* AIM OF THE TASK *
From the first line to the last, retype everything below exactly, minus the pictures.

* THE DATA *
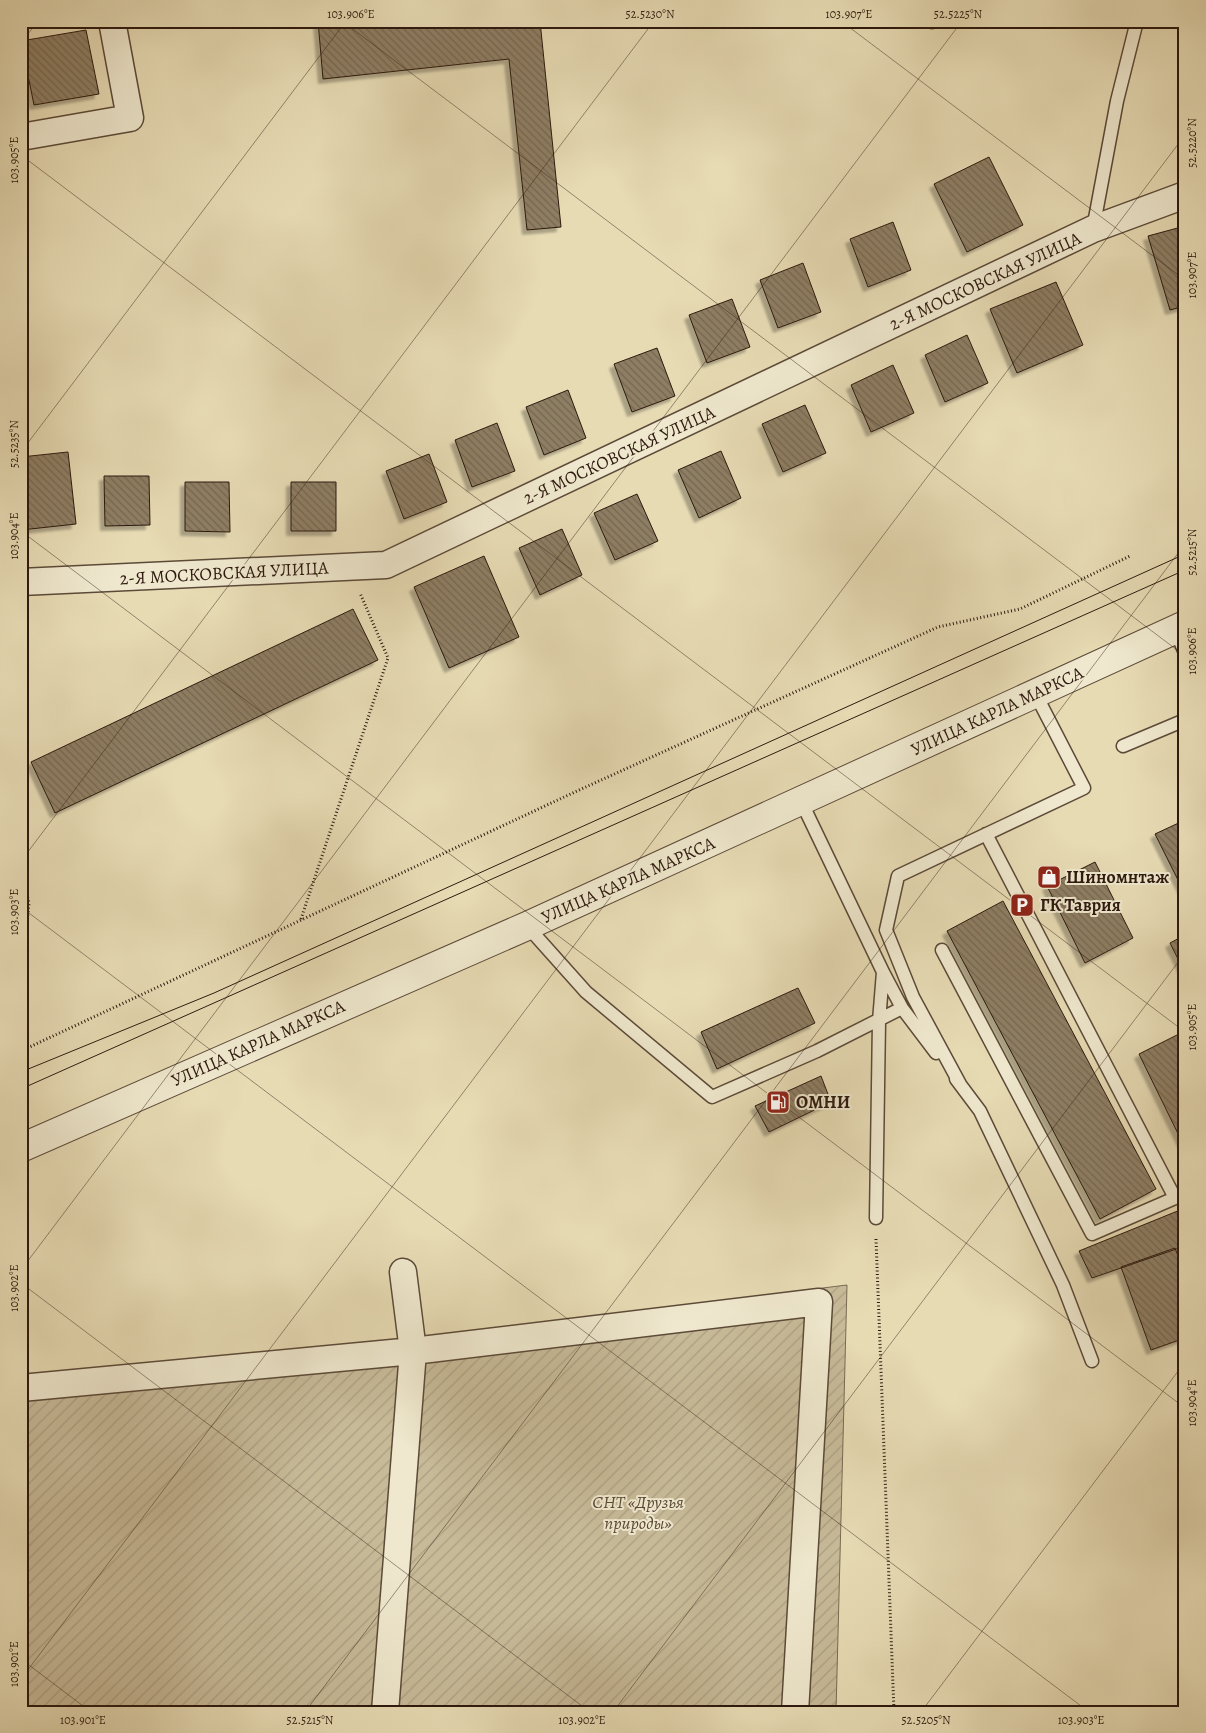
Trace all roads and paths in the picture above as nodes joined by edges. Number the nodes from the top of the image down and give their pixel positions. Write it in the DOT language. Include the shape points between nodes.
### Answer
graph roads {
  1 [pos="112,21"];
  2 [pos="1137,21"];
  3 [pos="21,137"];
  4 [pos="1185,195"];
  5 [pos="1093,229"];
  6 [pos="1130,556"];
  7 [pos="21,582"];
  8 [pos="358,588"];
  9 [pos="1181,636"];
  10 [pos="1035,693"];
  11 [pos="1185,720"];
  12 [pos="1124,746"];
  13 [pos="801,801"];
  14 [pos="986,834"];
  15 [pos="21,870"];
  16 [pos="301,920"];
  17 [pos="527,926"];
  18 [pos="942,950"];
  19 [pos="883,972"];
  20 [pos="21,988"];
  21 [pos="902,1008"];
  22 [pos="879,1021"];
  23 [pos="21,1051"];
  24 [pos="960,1084"];
  25 [pos="68,1126"];
  26 [pos="21,1129"];
  27 [pos="21,1148"];
  28 [pos="876,1218"];
  29 [pos="403,1272"];
  30 [pos="412,1351"];
  31 [pos="1092,1361"];
  32 [pos="21,1388"];
  33 [pos="385,1712"];
  34 [pos="796,1712"];
  35 [pos="894,1712"];
  1 -- 3 [label="street" via="130,118"];
  2 -- 5 [label="lane" via="1117,101"];
  4 -- 5 [label="street, 2-Я МОСКОВСКАЯ УЛИЦА"];
  5 -- 7 [label="street, 2-Я МОСКОВСКАЯ УЛИЦА" via="386,565"];
  6 -- 16 [label="path" via="1020,610 938,627"];
  8 -- 16 [label="path" via="388,658"];
  9 -- 10 [label="street, УЛИЦА КАРЛА МАРКСА"];
  10 -- 13 [label="street, УЛИЦА КАРЛА МАРКСА"];
  10 -- 14 [label="lane" via="1084,788"];
  11 -- 12 [label="lane"];
  13 -- 17 [label="street, УЛИЦА КАРЛА МАРКСА"];
  13 -- 19 [label="lane"];
  14 -- 18 [label="lane" via="1175,1198 1092,1234"];
  14 -- 24 [label="lane" via="898,876 886,930 913,997"];
  15 -- 20 [label="path" via="29,903"];
  16 -- 23 [label="path"];
  17 -- 22 [label="lane" via="586,992 712,1097"];
  17 -- 25 [label="street, УЛИЦА КАРЛА МАРКСА"];
  19 -- 21 [label="lane"];
  19 -- 22 [label="lane"];
  21 -- 22 [label="lane"];
  21 -- 24 [label="lane"];
  22 -- 28 [label="lane"];
  24 -- 31 [label="lane" via="980,1111 1063,1285"];
  25 -- 26 [label="street, УЛИЦА КАРЛА МАРКСА"];
  25 -- 27 [label="street, УЛИЦА КАРЛА МАРКСА"];
  28 -- 35 [label="path"];
  29 -- 30 [label="street"];
  30 -- 32 [label="street"];
  30 -- 33 [label="street"];
  30 -- 34 [label="street" via="818,1302"];
}
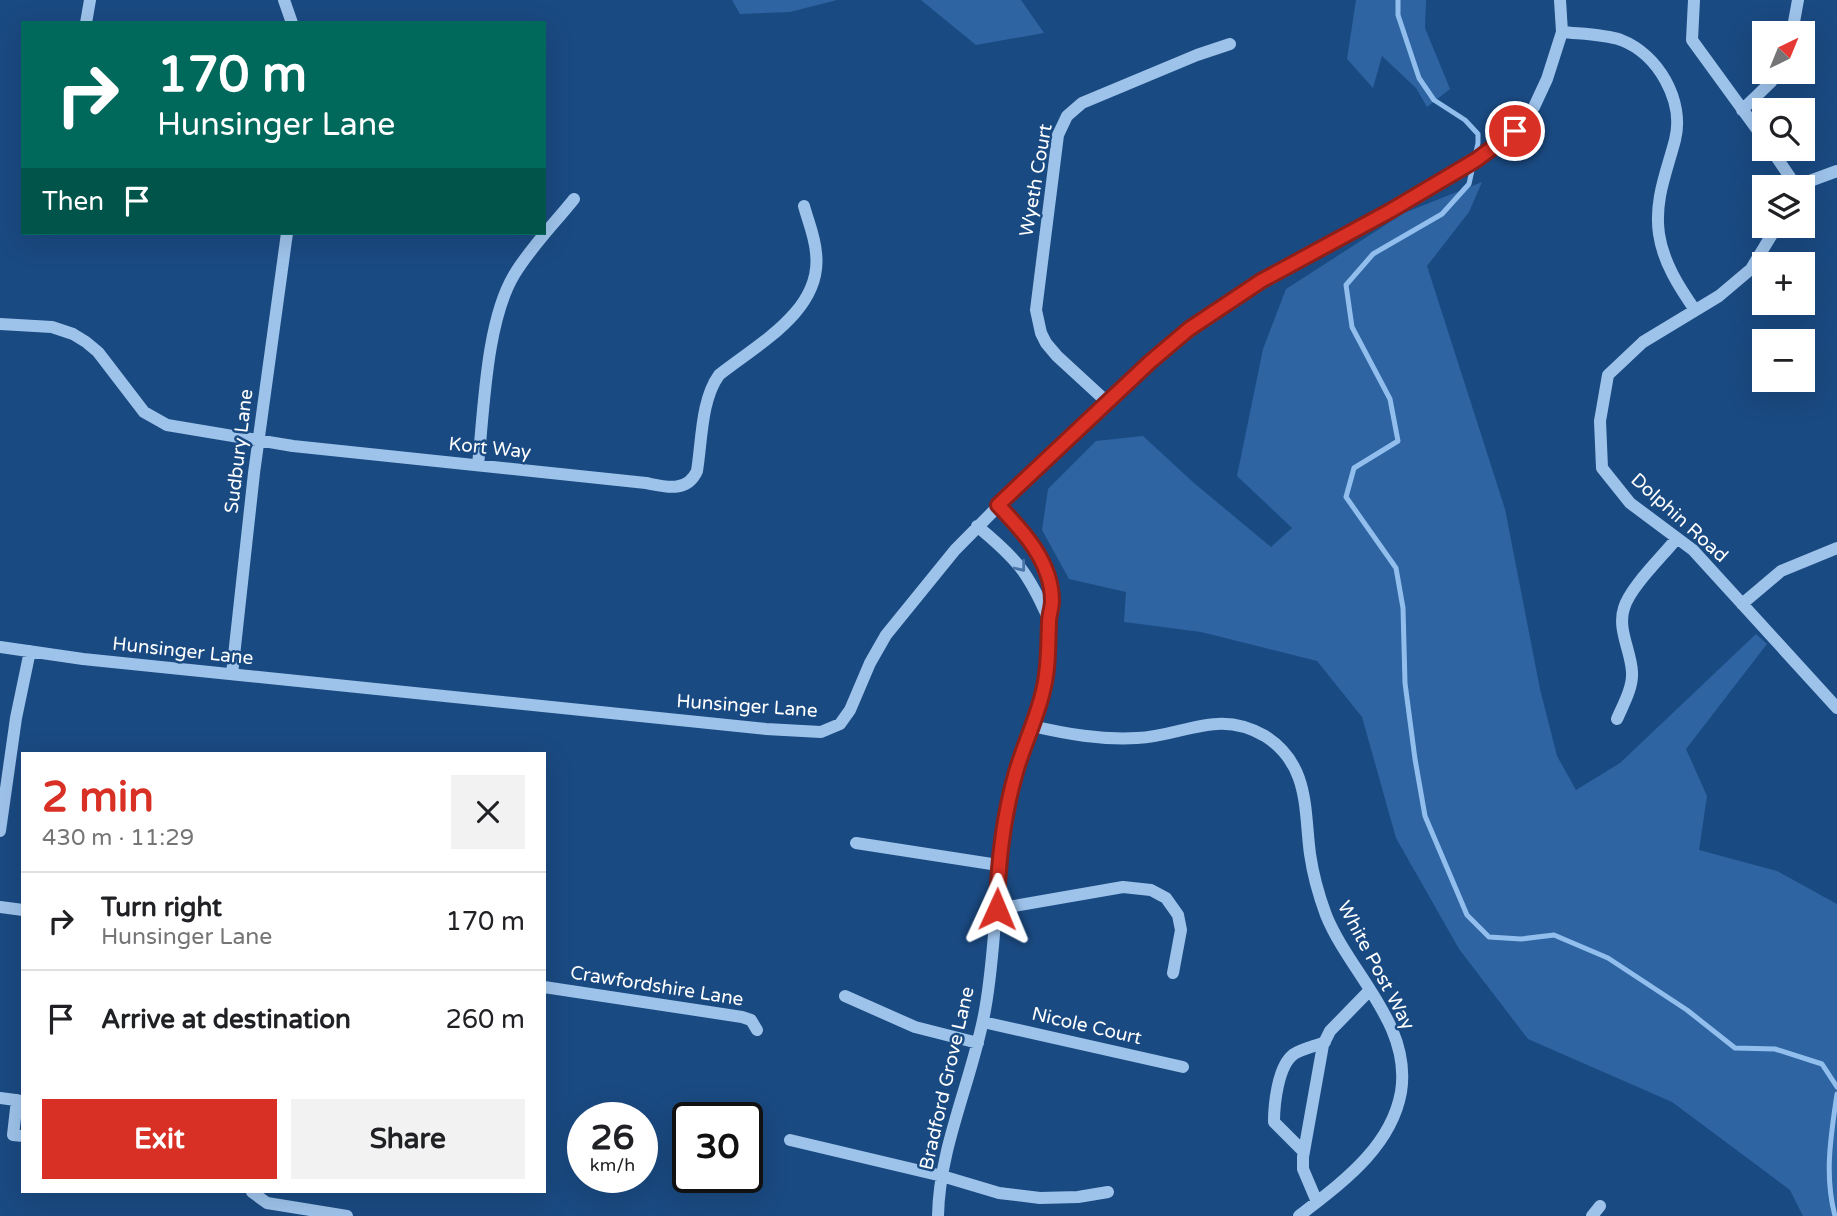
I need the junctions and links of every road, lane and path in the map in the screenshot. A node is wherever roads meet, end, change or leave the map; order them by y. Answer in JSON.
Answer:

* EXERCISE RESPONSE *
Trace all roads and paths in the picture above as nodes joined by edges. Number the nodes from the top of the image down and give their pixel positions. Write it in the DOT language. Include the shape points between nodes.
### Answer
graph roads {
  1 [pos="112,21"];
  2 [pos="1137,21"];
  3 [pos="21,137"];
  4 [pos="1185,195"];
  5 [pos="1093,229"];
  6 [pos="1130,556"];
  7 [pos="21,582"];
  8 [pos="358,588"];
  9 [pos="1181,636"];
  10 [pos="1035,693"];
  11 [pos="1185,720"];
  12 [pos="1124,746"];
  13 [pos="801,801"];
  14 [pos="986,834"];
  15 [pos="21,870"];
  16 [pos="301,920"];
  17 [pos="527,926"];
  18 [pos="942,950"];
  19 [pos="883,972"];
  20 [pos="21,988"];
  21 [pos="902,1008"];
  22 [pos="879,1021"];
  23 [pos="21,1051"];
  24 [pos="960,1084"];
  25 [pos="68,1126"];
  26 [pos="21,1129"];
  27 [pos="21,1148"];
  28 [pos="876,1218"];
  29 [pos="403,1272"];
  30 [pos="412,1351"];
  31 [pos="1092,1361"];
  32 [pos="21,1388"];
  33 [pos="385,1712"];
  34 [pos="796,1712"];
  35 [pos="894,1712"];
  1 -- 3 [label="street" via="130,118"];
  2 -- 5 [label="lane" via="1117,101"];
  4 -- 5 [label="street, 2-Я МОСКОВСКАЯ УЛИЦА"];
  5 -- 7 [label="street, 2-Я МОСКОВСКАЯ УЛИЦА" via="386,565"];
  6 -- 16 [label="path" via="1020,610 938,627"];
  8 -- 16 [label="path" via="388,658"];
  9 -- 10 [label="street, УЛИЦА КАРЛА МАРКСА"];
  10 -- 13 [label="street, УЛИЦА КАРЛА МАРКСА"];
  10 -- 14 [label="lane" via="1084,788"];
  11 -- 12 [label="lane"];
  13 -- 17 [label="street, УЛИЦА КАРЛА МАРКСА"];
  13 -- 19 [label="lane"];
  14 -- 18 [label="lane" via="1175,1198 1092,1234"];
  14 -- 24 [label="lane" via="898,876 886,930 913,997"];
  15 -- 20 [label="path" via="29,903"];
  16 -- 23 [label="path"];
  17 -- 22 [label="lane" via="586,992 712,1097"];
  17 -- 25 [label="street, УЛИЦА КАРЛА МАРКСА"];
  19 -- 21 [label="lane"];
  19 -- 22 [label="lane"];
  21 -- 22 [label="lane"];
  21 -- 24 [label="lane"];
  22 -- 28 [label="lane"];
  24 -- 31 [label="lane" via="980,1111 1063,1285"];
  25 -- 26 [label="street, УЛИЦА КАРЛА МАРКСА"];
  25 -- 27 [label="street, УЛИЦА КАРЛА МАРКСА"];
  28 -- 35 [label="path"];
  29 -- 30 [label="street"];
  30 -- 32 [label="street"];
  30 -- 33 [label="street"];
  30 -- 34 [label="street" via="818,1302"];
}
I need the junctions and links of every road, lane and path in the map in the screenshot. A node is wherever roads meet, end, change or leave the map; order them by y. Answer in JSON.
Answer:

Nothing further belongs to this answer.